逆説の医学史
リュック・ペリノ 広野和美・金丸啓子 訳
エピソードが19あるうちのいくつかを紹介する。
「タンタン」しかしゃべれない男
脳の言語領域の特定に貢献した男タンタン。完全に言語能力を失っていて、何を聞かれても「タンタン」としか答えられないからタンタンと呼ばれた。タンタンは、壊疽の症状が現れ、なすすべもなく死んでしまう。病棟のポール・ブローカという高名な教授が死体を解剖したところ、左大脳半球の前頭葉に神経梅毒による損傷を見つけた。ブローカはこの損傷が言語障害に関係していると考えた。それが脳の言語中枢の発見につながった。1861年のことであった。ブローカ自身はこのような症状の患者について次のように説明している。「彼らが失ったものは言語能力ではない。言葉の記憶を失っているのでも、言葉や音を発することに関与する神経や筋肉の機能を失っているのでもない。失ったのは、自分の口から発せられた言葉に連動して体の動きを調整する能力だ」。タンタンの脳に損傷があった箇所は今では「ブローカ野」と呼ばれて広く知られている。裏にこうした脳に損傷を負い、言語が使えなくなった患者という犠牲があっての知見といえる。
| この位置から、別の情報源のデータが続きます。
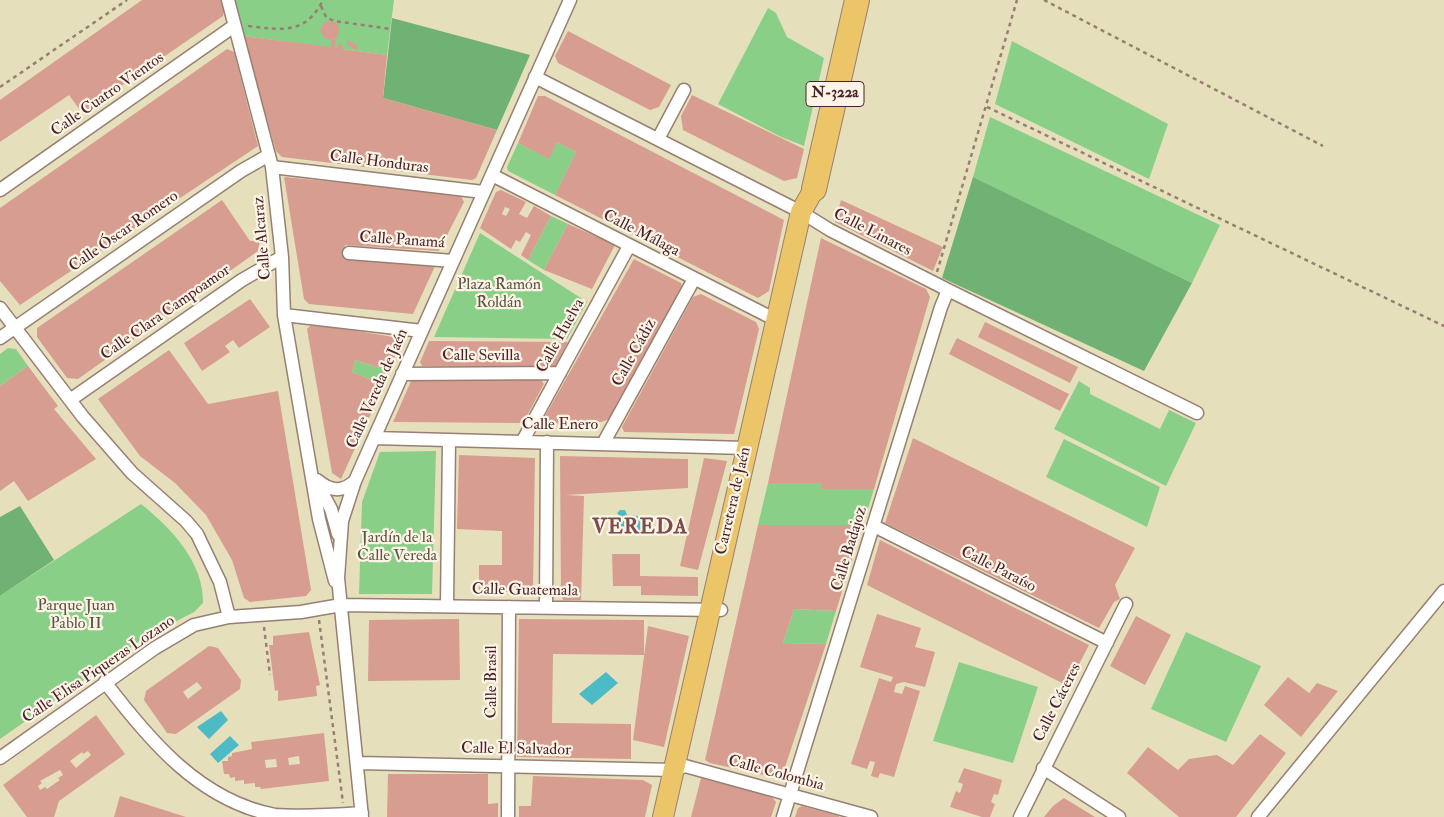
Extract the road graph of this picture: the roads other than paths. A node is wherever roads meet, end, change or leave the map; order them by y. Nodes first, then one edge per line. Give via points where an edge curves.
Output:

前頭葉損傷により、人格が変容したフィネアス・ゲージ。
1848年9月13日、25歳のフィネアスは、長さは3フィート7インチの道具が彼の頭部を貫くという事故に遭う。道具は鉄の棒で、彼の顔の下横から入り、左目の後ろを通り抜け、頭頂から飛出した。左目が飛び出していた。
ところが驚いたことに、フィネアスは倒れず、何か喋っていたようだ。医師のところに到着した際も、立って「先生、よろしくお願いします。」と言う。フィネアスは立ち上がった際、嘔吐した。嘔吐しようと力んだため、ティーカップ半杯ほどの脳が押し出され、床にこぼれ落ちた(Wikipedia)。
フィネアスは身体不随になることもなく、左目は失ったものの、回復する。
しかし、世話好きで穏やかな性格だった彼は、攻撃的で下品な男に変わってしまった。
フィネアスの症状の研究をきっかけとして、今では前頭葉の障害によって起こりうる行動障害や前頭葉の機能がわかった。
脳のない男 はかり知れない脳の可塑性
左脚が脱力する症状で病院にきたサミュエルの脳を、CTとMRIで確認してみると、そこには脳がなかった。正確には脳が髄液で満たされており、頭蓋骨内の90%が液体で、サミュエルの脳はヒト以外の霊長類よりも小さかったという。それでも知能指数は75、言語知能指数は85もあり、結婚もして公務員として正常な生活を営んでいた。「サミュエルのCT画像には記憶と身体の協働運動に必要な脳の中枢構造が写っていないのに、当人には対応する傷害が何もないのだ!」。ただ一つ可能性のある説明は、あらゆる脳やと構造が機能を保ったまま徐々に再形成され、圧縮されていったというものだ。
その他のエピソード
ひとりの腕のいい料理人メアリーが務める先々で腸チフスの患者が出ることにより、無症状キャリアという患者がいることがわかった。新型コロナウィルスの感染者にも、無症状の人はいると考えられている。
なんと不老不死の細胞が見つかっている。細胞を永遠に培養され続けているヘンリエッタ・ラックスの細胞だ。ヒーラ細胞と呼ばれている。
さいごに
著者は、輝かしい医学史の裏側に埋もれた、患者たちの目線で記述することにより、犠牲と貢献にスポットを当てたたいと思ったと言う。医療従事者や製薬業界の商業主義への皮肉と、痛烈な批判がメッセージとして受け取れる。